### Activity
Restate the following data in its entirety, word for word and without images.

<<<<

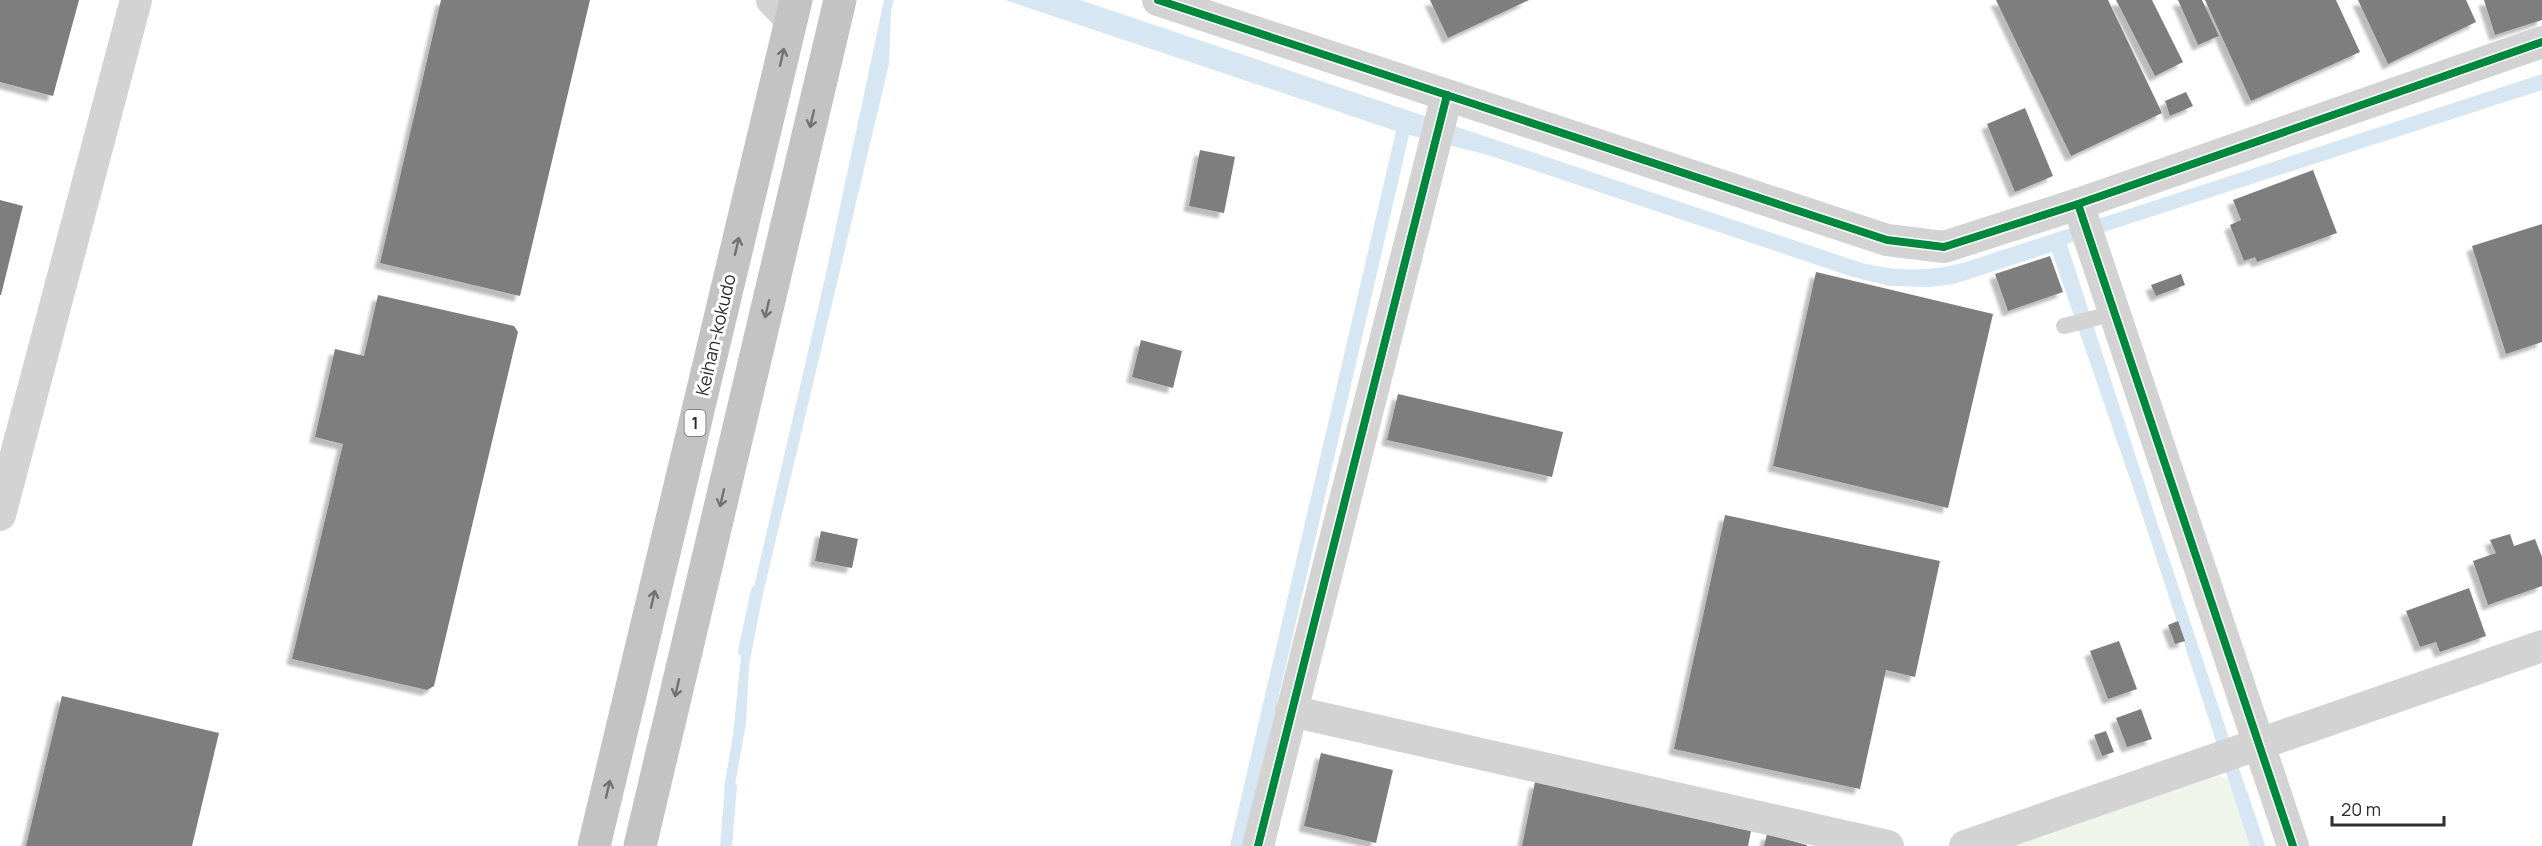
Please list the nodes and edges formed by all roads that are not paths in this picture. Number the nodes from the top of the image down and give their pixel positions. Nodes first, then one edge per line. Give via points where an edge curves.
1 (136, 0) edge
2 (840, 0) edge
3 (1158, 0) edge
4 (786, 7) edge
5 (2542, 42) edge
6 (1442, 117) junction
7 (2084, 222) junction
8 (2104, 316) junction
9 (2068, 325) dead end
10 (11, 432) edge
11 (0, 515) edge
12 (2542, 646) edge
13 (1290, 711) junction
14 (2260, 744) junction
15 (594, 846) edge
16 (640, 846) edge
17 (1258, 846) edge
18 (1888, 846) edge
19 (1965, 846) edge
20 (2293, 846) edge

1 - 10 street
2 -> 16 highway
3 - 6 street
15 -> 4 highway, Keihan-kokudo / 1
5 - 7 street
6 - 7 street via 1887,240 1944,247
6 - 13 street
7 - 8 street
8 - 9 lane
8 - 14 street
10 - 11 street
12 - 14 street
13 - 17 street
13 - 18 street
14 - 19 street
14 - 20 street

>>>>

### Answer to the exercise
Please list the nodes and edges formed by all roads that are not paths in this picture. Number the nodes from the top of the image down and give their pixel positions. Nodes first, then one edge per line. Give via points where an edge curves.
1 (136, 0) edge
2 (840, 0) edge
3 (1158, 0) edge
4 (786, 7) edge
5 (2542, 42) edge
6 (1442, 117) junction
7 (2084, 222) junction
8 (2104, 316) junction
9 (2068, 325) dead end
10 (11, 432) edge
11 (0, 515) edge
12 (2542, 646) edge
13 (1290, 711) junction
14 (2260, 744) junction
15 (594, 846) edge
16 (640, 846) edge
17 (1258, 846) edge
18 (1888, 846) edge
19 (1965, 846) edge
20 (2293, 846) edge

1 - 10 street
2 -> 16 highway
3 - 6 street
15 -> 4 highway, Keihan-kokudo / 1
5 - 7 street
6 - 7 street via 1887,240 1944,247
6 - 13 street
7 - 8 street
8 - 9 lane
8 - 14 street
10 - 11 street
12 - 14 street
13 - 17 street
13 - 18 street
14 - 19 street
14 - 20 street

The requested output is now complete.